Pull every line containing "vector" from the entries.

***** DATA EXTRACTS *****

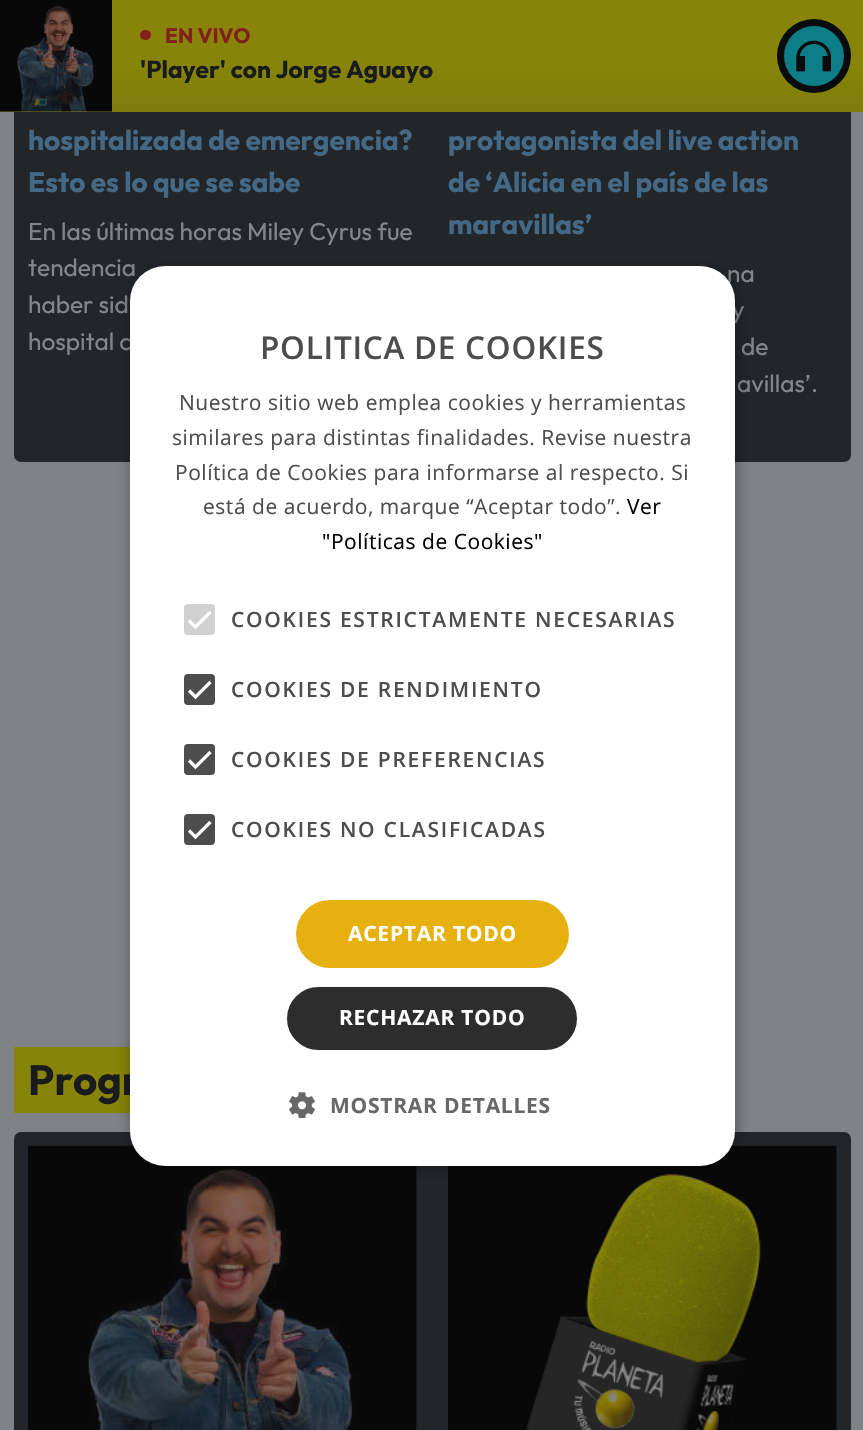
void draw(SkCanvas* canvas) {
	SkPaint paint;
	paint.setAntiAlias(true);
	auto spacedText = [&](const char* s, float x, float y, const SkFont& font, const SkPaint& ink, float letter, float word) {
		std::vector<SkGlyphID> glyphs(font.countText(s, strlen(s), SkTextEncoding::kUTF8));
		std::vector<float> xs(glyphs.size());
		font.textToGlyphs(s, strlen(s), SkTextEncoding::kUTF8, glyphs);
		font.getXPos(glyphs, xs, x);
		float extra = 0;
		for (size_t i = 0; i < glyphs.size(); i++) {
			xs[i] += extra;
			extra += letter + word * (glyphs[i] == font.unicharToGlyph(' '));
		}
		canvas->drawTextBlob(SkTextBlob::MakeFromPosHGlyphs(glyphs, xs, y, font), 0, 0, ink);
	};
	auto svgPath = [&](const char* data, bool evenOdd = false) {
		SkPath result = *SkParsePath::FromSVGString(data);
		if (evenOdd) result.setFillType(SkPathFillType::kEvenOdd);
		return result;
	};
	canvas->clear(0xff818283);
	paint.setColor(0xff232629);
	canvas->drawRoundRect(SkRect::MakeXYWH(14, -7, 837, 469), 7, 7, paint);
	{
		const SkColor colors[] = {0xff878409, 0xff7f7d09};
		const float stops[] = {0.59, 1};
		const SkPoint ends[] = {{432, 0}, {432, 112}};
		paint.setShader(SkGradientShader::MakeLinear(ends, colors, stops, 2, SkTileMode::kClamp));
		paint.setAlpha(255);
	}
	canvas->drawRect(SkRect::MakeXYWH(0, 0, 863, 112), paint);
	canvas->drawImageRect(SkImages::DeferredFromEncodedData(SkData::MakeFromFileName("img1.png")), SkRect::MakeXYWH(0, 0, 112, 112), SkSamplingOptions());
	paint.setShader(nullptr);
	paint.setColor(0xff82201c);
	canvas->drawRoundRect(SkRect::MakeXYWH(140, 30, 11, 10), 5, 5, paint);
	SkFont f1(fontMgr->matchFamilyStyle("Outfit", SkFontStyle::Bold()), 21);
	f1.setSubpixel(true);
	canvas->drawString("EN VIVO", 165, 43, f1, paint);
	SkFont f2(fontMgr->matchFamilyStyle("Outfit", SkFontStyle::Bold()), 24.5);
	f2.setSubpixel(true);
	paint.setColor(0xff191b1d);
	canvas->drawString("'Player' con Jorge Aguayo", 140, 78, f2, paint);
	paint.setColor(0xff0a0b0c);
	canvas->drawCircle(814, 56, 37, paint);
	paint.setColor(0xff0d7e88);
	canvas->drawCircle(814, 56, 30, paint);
	canvas->drawImageRect(SkImages::DeferredFromEncodedData(SkData::MakeFromFileName("img2.png")), SkRect::MakeXYWH(796, 40, 35, 32), SkSamplingOptions());
	SkFont f3(fontMgr->matchFamilyStyle("Outfit", SkFontStyle::Bold()), 28);
	f3.setSubpixel(true);
	paint.setColor(0xff436987);
	canvas->drawString("hospitalizada de emergencia?", 28, 150, f3, paint);
	canvas->drawString("Esto es lo que se sabe", 28, 192, f3, paint);
	SkFont f4(fontMgr->matchFamilyStyle("Outfit", SkFontStyle::Normal()), 24.5);
	f4.setSubpixel(true);
	paint.setColor(0xff858586);
	canvas->drawString("En las últimas horas Miley Cyrus fue", 28, 240, f4, paint);
	canvas->drawString("tendencia", 28, 276, f4, paint);
	canvas->drawString("haber sid", 28, 313, f4, paint);
	canvas->drawString("hospital c", 28, 350, f4, paint);
	paint.setColor(0xff436987);
	canvas->drawString("protagonista del live action", 448, 150, f3, paint);
	canvas->drawString("de ‘Alicia en el país de las", 448, 192, f3, paint);
	canvas->drawString("maravillas’", 448, 234, f3, paint);
	paint.setColor(0xff858586);
	canvas->drawString("na", 727, 282, f4, paint);
	canvas->drawString("y", 732, 318, f4, paint);
	canvas->drawString("de", 741, 355, f4, paint);
	canvas->drawString("avillas’.", 737, 392, f4, paint);
	paint.setColor(0xff878409);
	canvas->drawRect(SkRect::MakeXYWH(14, 1047, 116, 66), paint);
	SkFont f5(fontMgr->matchFamilyStyle("Outfit", SkFontStyle::Bold()), 42);
	f5.setSubpixel(true);
	paint.setColor(0xff191b1d);
	canvas->drawString("Progr", 28, 1095, f5, paint);
	paint.setColor(0xff232629);
	canvas->drawRoundRect(SkRect::MakeXYWH(14, 1132, 837, 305), 7, 7, paint);
	canvas->drawImageRect(SkImages::DeferredFromEncodedData(SkData::MakeFromFileName("img3.png")), SkRect::MakeXYWH(28, 1145, 389, 285), SkSamplingOptions());
	canvas->drawImageRect(SkImages::DeferredFromEncodedData(SkData::MakeFromFileName("img4.png")), SkRect::MakeXYWH(448, 1145, 389, 285), SkSamplingOptions());
	paint.setColor(0x59000000);
	paint.setMaskFilter(SkMaskFilter::MakeBlur(kNormal_SkBlurStyle, 7));
	canvas->drawRoundRect(SkRect::MakeXYWH(131, 270, 606, 899), 35, 35, paint);
	paint.setMaskFilter(nullptr);
	paint.setColor(0xffffffff);
	canvas->drawRoundRect(SkRect::MakeXYWH(130, 266, 605, 900), 35, 35, paint);
	SkFont f6(fontMgr->matchFamilyStyle("Open Sans", SkFontStyle(600, SkFontStyle::kNormal_Width, SkFontStyle::kUpright_Slant)), 31.5);
	f6.setSubpixel(true);
	paint.setColor(0xff4d4d4d);
	spacedText("POLITICA DE COOKIES", 260, 359, f6, paint, 0.75, 0);
	SkFont f7(fontMgr->matchFamilyStyle("Open Sans", SkFontStyle::Normal()), 21);
	f7.setSubpixel(true);
	spacedText("Nuestro sitio web emplea cookies y herramientas", 179, 410, f7, paint, 0.53, 0);
	spacedText("similares para distintas finalidades. Revise nuestra", 172, 445, f7, paint, 0.53, 0);
	spacedText("Política de Cookies para informarse al respecto. Si", 175, 480, f7, paint, 0.53, 0);
	spacedText("está de acuerdo, marque “Aceptar todo”.", 203, 514, f7, paint, 0.53, 0);
	paint.setColor(0xff000000);
	spacedText("Ver", 627, 514, f7, paint, 0.53, 0);
	spacedText("\"Políticas de Cookies\"", 322, 549, f7, paint, 0.53, 0);
	paint.setColor(0xffd1d1d1);
	canvas->drawRoundRect(SkRect::MakeXYWH(184, 604, 31, 31), 4, 4, paint);
	paint.setStroke(true);
	paint.setStrokeWidth(3.2);
	paint.setColor(0xffffffff);
	canvas->drawPath(svgPath("M189 620.5L195.5 627L210.5 612"), paint);
	SkFont f8(fontMgr->matchFamilyStyle("Open Sans", SkFontStyle(600, SkFontStyle::kNormal_Width, SkFontStyle::kUpright_Slant)), 21);
	f8.setSubpixel(true);
	paint.setStroke(false);
	paint.setColor(0xff4d4d4d);
	spacedText("COOKIES ESTRICTAMENTE NECESARIAS", 231, 627, f8, paint, 1.75, 0);
	canvas->drawRoundRect(SkRect::MakeXYWH(186, 676, 27, 27), 2, 2, paint);
	paint.setStroke(true);
	paint.setStrokeWidth(4);
	canvas->drawRoundRect(SkRect::MakeXYWH(186, 676, 27, 27), 2, 2, paint);
	paint.setStrokeWidth(3.2);
	paint.setColor(0xffffffff);
	canvas->drawPath(svgPath("M189 690.5L195.5 697L210.5 682"), paint);
	paint.setStroke(false);
	paint.setColor(0xff4d4d4d);
	spacedText("COOKIES DE RENDIMIENTO", 231, 697, f8, paint, 1.75, 0);
	canvas->drawRoundRect(SkRect::MakeXYWH(186, 746, 27, 27), 2, 2, paint);
	paint.setStroke(true);
	paint.setStrokeWidth(4);
	canvas->drawRoundRect(SkRect::MakeXYWH(186, 746, 27, 27), 2, 2, paint);
	paint.setStrokeWidth(3.2);
	paint.setColor(0xffffffff);
	canvas->drawPath(svgPath("M189 760.5L195.5 767L210.5 752"), paint);
	paint.setStroke(false);
	paint.setColor(0xff4d4d4d);
	spacedText("COOKIES DE PREFERENCIAS", 231, 767, f8, paint, 1.75, 0);
	canvas->drawRoundRect(SkRect::MakeXYWH(186, 816, 27, 27), 2, 2, paint);
	paint.setStroke(true);
	paint.setStrokeWidth(4);
	canvas->drawRoundRect(SkRect::MakeXYWH(186, 816, 27, 27), 2, 2, paint);
	paint.setStrokeWidth(3.2);
	paint.setColor(0xffffffff);
	canvas->drawPath(svgPath("M189 830.5L195.5 837L210.5 822"), paint);
	paint.setStroke(false);
	paint.setColor(0xff4d4d4d);
	spacedText("COOKIES NO CLASIFICADAS", 231, 837, f8, paint, 1.75, 0);
	paint.setColor(0xffe6b00f);
	canvas->drawRoundRect(SkRect::MakeXYWH(296, 900, 273, 68), 34, 34, paint);
	SkFont f9(fontMgr->matchFamilyStyle("Open Sans", SkFontStyle::Bold()), 21);
	f9.setSubpixel(true);
	paint.setColor(0xffffffff);
	spacedText("ACEPTAR TODO", 348, 941, f9, paint, 0.75, 0);
	paint.setColor(0xff2d2d2d);
	canvas->drawRoundRect(SkRect::MakeXYWH(286, 986, 292, 65), 32.5, 32.5, paint);
	paint.setStroke(true);
	paint.setStrokeWidth(2);
	paint.setColor(0xffffffff);
	canvas->drawRoundRect(SkRect::MakeXYWH(286, 986, 292, 65), 32.5, 32.5, paint);
	paint.setStroke(false);
	spacedText("RECHAZAR TODO", 339, 1025, f9, paint, 0.75, 0);
	canvas->drawImageRect(SkImages::DeferredFromEncodedData(SkData::MakeFromFileName("img5.png")), SkRect::MakeXYWH(289, 1092, 26, 26), SkSamplingOptions());
	paint.setColor(0xff686868);
	spacedText("MOSTRAR DETALLES", 330, 1113, f9, paint, 0.75, 0);
}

*****

◆ **ANSWER SECTION**:
		std::vector<SkGlyphID> glyphs(font.countText(s, strlen(s), SkTextEncoding::kUTF8));
		std::vector<float> xs(glyphs.size());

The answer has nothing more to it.